_EXERCISE INSTRUCTIONS_
Where the word "Allahabad" appears in a line below, copy the whole line.

══════

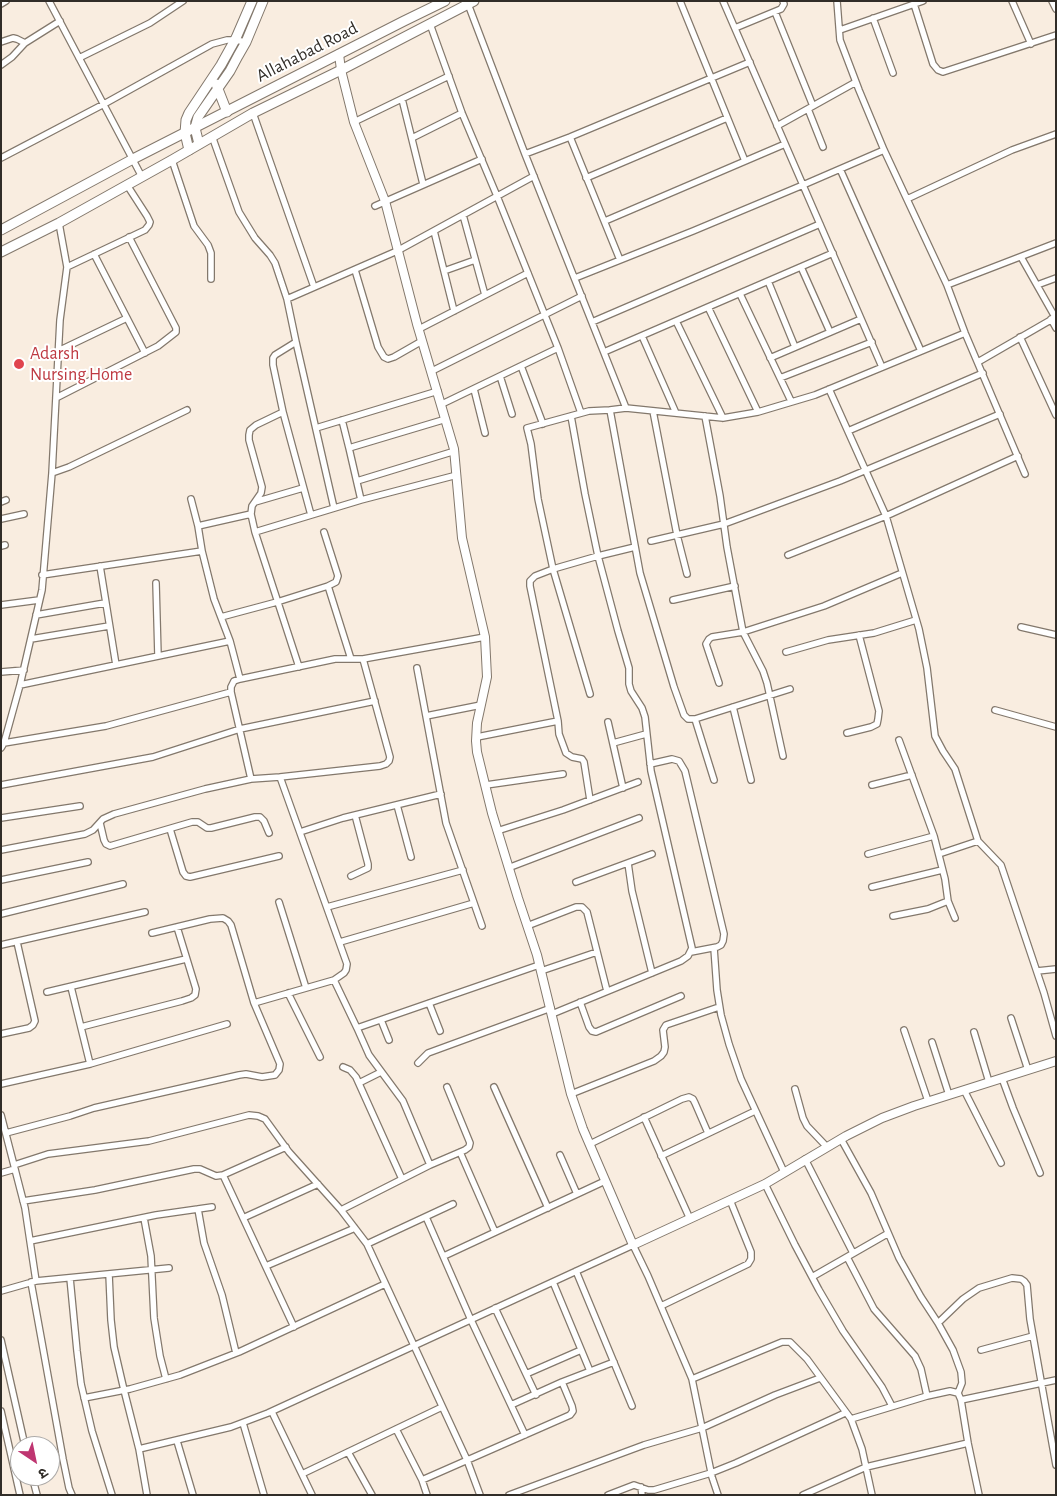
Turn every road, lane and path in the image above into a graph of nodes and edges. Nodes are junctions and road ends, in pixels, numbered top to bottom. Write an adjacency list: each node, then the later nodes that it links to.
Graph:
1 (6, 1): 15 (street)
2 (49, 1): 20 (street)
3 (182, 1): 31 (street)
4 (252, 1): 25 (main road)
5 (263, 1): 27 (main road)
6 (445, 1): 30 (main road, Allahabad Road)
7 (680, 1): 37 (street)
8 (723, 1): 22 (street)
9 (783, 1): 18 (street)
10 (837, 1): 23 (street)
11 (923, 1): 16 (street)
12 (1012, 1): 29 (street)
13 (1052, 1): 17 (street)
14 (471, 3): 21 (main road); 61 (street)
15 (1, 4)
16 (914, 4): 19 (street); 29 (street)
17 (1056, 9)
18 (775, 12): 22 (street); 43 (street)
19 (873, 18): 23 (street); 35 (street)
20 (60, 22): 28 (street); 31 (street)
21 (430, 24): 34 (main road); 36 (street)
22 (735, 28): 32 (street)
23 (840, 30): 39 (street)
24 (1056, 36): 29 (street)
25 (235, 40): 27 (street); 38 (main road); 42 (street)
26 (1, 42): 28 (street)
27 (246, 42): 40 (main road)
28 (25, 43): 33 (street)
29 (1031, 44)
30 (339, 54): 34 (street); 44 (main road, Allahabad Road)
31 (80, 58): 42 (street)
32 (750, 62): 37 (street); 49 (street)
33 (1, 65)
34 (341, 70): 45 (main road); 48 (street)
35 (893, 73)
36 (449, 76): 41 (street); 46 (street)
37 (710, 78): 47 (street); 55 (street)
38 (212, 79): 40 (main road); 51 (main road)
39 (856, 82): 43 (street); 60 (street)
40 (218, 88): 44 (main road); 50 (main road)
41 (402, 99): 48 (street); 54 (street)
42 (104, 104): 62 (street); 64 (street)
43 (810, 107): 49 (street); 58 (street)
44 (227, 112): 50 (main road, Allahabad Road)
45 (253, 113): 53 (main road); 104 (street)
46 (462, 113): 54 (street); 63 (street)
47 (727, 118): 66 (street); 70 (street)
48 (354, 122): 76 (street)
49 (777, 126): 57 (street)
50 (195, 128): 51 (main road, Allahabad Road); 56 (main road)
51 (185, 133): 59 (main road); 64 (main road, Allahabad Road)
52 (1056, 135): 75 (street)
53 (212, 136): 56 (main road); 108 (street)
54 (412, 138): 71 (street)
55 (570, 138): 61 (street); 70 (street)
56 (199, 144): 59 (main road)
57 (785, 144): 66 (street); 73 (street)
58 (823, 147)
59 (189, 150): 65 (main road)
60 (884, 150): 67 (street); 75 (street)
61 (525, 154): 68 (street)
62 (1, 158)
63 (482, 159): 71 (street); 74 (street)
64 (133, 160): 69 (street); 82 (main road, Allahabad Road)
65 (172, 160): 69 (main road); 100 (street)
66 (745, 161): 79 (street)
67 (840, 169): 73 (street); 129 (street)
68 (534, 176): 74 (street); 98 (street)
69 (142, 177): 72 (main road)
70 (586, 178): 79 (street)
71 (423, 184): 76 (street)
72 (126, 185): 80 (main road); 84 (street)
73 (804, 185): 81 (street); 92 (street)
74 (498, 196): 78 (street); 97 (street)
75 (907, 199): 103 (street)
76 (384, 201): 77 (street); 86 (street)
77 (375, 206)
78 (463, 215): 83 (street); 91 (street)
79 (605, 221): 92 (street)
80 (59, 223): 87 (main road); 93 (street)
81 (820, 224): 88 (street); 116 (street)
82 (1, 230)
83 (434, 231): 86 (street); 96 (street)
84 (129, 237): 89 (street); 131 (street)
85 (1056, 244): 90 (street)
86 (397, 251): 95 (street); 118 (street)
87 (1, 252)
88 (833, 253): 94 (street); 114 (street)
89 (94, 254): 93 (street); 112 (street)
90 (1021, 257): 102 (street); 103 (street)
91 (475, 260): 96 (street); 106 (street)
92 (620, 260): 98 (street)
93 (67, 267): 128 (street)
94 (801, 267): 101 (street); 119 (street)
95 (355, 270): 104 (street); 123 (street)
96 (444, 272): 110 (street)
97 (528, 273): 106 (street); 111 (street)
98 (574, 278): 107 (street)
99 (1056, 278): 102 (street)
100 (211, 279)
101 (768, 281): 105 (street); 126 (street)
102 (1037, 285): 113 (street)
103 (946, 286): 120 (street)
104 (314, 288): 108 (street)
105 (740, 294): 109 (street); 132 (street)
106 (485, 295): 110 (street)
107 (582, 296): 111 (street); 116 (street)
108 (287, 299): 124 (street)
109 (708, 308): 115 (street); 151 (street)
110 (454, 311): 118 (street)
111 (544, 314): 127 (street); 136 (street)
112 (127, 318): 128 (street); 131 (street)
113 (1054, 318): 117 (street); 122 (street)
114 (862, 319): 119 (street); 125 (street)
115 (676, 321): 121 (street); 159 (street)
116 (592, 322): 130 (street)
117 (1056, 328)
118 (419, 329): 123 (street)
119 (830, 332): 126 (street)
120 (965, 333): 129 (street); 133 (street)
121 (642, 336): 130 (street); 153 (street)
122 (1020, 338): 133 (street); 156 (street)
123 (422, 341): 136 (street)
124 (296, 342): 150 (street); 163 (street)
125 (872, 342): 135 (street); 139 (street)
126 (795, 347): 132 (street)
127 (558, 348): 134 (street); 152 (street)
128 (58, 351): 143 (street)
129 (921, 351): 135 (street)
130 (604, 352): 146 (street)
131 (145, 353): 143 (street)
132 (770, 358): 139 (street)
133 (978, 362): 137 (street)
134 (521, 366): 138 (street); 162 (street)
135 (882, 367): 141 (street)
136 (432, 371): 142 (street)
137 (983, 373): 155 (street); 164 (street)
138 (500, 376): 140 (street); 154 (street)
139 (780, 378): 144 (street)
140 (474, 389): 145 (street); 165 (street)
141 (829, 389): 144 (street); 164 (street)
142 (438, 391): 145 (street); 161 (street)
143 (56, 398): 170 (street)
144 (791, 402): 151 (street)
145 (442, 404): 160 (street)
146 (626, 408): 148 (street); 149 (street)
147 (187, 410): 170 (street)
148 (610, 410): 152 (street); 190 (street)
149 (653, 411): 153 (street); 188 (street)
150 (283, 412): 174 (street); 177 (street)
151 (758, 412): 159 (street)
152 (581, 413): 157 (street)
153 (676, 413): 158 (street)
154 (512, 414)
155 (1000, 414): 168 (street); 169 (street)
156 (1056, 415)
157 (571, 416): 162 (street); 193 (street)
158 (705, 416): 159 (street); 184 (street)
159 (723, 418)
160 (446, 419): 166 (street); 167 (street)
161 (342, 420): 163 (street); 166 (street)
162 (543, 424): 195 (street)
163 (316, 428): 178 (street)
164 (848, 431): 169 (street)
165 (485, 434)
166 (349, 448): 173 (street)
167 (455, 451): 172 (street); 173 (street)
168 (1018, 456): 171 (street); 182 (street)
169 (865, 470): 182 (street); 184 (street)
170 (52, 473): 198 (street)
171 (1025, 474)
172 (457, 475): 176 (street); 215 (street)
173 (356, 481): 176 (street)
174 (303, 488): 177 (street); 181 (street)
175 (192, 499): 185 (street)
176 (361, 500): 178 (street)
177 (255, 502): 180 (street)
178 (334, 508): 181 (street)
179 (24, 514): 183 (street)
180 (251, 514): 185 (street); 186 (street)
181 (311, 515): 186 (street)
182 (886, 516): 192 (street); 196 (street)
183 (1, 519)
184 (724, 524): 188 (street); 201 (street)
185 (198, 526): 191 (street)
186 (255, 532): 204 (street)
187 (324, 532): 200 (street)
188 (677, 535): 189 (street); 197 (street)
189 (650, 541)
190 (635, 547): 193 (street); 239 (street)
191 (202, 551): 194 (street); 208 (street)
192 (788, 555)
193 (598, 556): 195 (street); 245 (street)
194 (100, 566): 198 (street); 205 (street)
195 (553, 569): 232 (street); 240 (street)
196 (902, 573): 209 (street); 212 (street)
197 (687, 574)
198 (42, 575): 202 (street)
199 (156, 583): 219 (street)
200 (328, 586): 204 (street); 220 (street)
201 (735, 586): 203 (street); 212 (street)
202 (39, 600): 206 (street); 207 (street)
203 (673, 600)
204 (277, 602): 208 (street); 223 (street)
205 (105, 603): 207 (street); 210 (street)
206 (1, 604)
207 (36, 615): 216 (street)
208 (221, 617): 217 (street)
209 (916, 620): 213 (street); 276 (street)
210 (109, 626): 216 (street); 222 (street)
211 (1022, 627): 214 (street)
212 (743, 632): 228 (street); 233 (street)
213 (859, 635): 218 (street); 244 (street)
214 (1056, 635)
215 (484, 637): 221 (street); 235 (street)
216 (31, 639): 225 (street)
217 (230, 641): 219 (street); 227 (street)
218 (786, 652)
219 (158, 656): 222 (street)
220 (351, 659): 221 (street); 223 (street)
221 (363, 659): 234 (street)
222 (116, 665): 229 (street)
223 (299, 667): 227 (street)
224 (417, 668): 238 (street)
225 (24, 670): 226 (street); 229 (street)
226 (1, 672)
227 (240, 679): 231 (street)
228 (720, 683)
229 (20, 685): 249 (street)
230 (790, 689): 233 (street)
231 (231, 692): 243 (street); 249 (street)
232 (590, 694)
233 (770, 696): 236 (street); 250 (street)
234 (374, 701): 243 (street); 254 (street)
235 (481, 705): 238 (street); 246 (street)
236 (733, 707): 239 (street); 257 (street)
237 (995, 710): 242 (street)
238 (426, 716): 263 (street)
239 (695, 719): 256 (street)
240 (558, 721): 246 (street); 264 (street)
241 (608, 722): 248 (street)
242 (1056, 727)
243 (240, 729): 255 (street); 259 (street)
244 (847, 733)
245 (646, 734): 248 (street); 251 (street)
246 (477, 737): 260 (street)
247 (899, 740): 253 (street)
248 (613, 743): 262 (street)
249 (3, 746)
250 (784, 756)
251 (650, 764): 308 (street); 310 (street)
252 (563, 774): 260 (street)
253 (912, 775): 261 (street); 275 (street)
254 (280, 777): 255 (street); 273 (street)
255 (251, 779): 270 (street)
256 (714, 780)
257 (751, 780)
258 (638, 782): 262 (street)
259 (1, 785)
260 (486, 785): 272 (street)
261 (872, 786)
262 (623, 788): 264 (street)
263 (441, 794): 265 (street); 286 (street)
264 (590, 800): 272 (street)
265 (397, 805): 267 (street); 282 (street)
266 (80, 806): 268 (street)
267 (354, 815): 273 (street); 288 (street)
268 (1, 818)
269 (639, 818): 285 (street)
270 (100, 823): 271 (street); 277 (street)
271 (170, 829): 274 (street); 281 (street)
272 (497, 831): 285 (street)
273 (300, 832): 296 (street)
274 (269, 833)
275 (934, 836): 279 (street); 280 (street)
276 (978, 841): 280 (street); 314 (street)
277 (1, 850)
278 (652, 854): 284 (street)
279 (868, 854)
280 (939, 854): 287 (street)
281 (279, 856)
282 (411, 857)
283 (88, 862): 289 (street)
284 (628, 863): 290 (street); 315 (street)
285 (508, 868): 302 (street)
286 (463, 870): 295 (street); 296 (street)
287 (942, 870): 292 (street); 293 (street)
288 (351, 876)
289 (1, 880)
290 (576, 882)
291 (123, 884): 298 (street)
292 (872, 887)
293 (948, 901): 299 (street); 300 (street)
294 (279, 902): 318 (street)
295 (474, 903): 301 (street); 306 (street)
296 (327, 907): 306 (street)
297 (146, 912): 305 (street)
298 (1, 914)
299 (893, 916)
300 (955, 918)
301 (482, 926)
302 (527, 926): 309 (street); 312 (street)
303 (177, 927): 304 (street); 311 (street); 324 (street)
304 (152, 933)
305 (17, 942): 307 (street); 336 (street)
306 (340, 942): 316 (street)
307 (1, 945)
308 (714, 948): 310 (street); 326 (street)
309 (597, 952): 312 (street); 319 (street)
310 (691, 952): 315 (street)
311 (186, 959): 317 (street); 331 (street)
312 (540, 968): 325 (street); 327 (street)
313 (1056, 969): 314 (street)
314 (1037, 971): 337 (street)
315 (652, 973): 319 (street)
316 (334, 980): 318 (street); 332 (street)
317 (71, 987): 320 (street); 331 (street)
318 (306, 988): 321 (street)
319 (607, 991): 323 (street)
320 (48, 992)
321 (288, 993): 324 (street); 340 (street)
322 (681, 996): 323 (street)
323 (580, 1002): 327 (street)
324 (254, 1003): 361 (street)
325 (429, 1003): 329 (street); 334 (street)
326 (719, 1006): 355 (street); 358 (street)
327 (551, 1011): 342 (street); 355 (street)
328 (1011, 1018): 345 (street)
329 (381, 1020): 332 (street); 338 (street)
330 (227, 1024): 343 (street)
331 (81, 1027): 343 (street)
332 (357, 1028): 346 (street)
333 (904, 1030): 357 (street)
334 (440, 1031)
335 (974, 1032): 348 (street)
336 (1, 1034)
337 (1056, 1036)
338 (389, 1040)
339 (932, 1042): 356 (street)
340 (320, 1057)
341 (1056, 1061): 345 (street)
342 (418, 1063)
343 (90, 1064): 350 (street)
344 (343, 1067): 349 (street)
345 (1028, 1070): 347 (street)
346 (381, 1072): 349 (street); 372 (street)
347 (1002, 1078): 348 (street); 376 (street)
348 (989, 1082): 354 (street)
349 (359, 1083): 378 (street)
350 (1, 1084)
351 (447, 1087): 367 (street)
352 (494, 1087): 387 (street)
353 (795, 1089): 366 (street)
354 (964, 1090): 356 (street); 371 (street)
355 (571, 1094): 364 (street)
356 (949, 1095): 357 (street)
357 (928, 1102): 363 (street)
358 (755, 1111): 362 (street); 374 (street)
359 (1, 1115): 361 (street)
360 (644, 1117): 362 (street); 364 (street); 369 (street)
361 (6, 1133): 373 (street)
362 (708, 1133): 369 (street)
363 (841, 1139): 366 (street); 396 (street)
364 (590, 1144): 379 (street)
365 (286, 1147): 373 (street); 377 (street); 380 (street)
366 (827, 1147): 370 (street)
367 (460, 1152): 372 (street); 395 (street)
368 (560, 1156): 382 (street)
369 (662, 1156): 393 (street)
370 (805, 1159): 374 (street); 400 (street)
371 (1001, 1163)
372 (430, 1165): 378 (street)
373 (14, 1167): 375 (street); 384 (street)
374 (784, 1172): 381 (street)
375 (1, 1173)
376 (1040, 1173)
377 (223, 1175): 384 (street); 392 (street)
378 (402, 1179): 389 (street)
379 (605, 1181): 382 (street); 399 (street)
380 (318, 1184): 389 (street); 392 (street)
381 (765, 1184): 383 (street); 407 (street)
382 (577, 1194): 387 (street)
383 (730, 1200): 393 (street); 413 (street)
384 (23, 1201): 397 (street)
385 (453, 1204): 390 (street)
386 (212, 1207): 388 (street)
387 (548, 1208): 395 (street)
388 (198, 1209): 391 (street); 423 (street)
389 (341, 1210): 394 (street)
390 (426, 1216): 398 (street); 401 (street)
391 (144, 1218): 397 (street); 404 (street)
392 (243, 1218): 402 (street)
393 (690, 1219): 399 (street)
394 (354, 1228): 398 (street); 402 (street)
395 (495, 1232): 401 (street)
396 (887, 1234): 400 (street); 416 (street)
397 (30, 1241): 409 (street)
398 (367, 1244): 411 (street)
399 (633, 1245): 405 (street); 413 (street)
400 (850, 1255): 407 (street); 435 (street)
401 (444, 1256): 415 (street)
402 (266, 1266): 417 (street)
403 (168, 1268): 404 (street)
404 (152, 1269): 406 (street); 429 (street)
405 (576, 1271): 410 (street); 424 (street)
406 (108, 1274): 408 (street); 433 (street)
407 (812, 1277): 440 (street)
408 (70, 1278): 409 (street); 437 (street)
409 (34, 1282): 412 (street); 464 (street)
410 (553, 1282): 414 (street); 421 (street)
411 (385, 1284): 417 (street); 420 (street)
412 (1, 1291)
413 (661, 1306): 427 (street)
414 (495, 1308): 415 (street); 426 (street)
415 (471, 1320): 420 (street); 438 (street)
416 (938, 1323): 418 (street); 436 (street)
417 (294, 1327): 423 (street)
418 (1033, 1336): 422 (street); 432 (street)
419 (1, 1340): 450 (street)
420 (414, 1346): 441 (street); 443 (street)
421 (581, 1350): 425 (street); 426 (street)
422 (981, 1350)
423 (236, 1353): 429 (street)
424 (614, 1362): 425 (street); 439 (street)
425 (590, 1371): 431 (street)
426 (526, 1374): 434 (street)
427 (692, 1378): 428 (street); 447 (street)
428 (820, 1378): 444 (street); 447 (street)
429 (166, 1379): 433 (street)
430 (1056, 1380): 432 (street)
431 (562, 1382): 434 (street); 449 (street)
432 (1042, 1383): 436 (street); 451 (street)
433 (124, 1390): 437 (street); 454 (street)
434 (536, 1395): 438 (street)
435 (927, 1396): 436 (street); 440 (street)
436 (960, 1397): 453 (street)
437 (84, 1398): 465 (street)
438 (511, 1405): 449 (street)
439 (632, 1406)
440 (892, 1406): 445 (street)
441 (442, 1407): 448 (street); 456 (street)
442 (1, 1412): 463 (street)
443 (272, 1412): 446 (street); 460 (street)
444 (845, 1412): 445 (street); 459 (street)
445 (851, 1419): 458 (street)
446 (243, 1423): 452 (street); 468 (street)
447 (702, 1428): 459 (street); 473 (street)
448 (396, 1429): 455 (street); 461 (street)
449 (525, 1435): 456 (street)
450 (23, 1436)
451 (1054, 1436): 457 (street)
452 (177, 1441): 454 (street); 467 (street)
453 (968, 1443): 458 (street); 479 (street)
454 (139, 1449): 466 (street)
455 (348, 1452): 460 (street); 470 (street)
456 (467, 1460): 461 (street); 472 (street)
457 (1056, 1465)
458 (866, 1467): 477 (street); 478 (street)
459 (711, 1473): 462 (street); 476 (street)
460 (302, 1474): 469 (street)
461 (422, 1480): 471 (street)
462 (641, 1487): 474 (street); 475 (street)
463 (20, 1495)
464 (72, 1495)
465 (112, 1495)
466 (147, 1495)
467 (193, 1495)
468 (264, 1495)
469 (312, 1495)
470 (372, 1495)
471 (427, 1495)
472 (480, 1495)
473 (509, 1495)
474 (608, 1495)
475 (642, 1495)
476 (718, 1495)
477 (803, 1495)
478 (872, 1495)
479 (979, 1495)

══════

_EXERCISE SOLUTION_
6 (445, 1): 30 (main road, Allahabad Road)
30 (339, 54): 34 (street); 44 (main road, Allahabad Road)
44 (227, 112): 50 (main road, Allahabad Road)
50 (195, 128): 51 (main road, Allahabad Road); 56 (main road)
51 (185, 133): 59 (main road); 64 (main road, Allahabad Road)
64 (133, 160): 69 (street); 82 (main road, Allahabad Road)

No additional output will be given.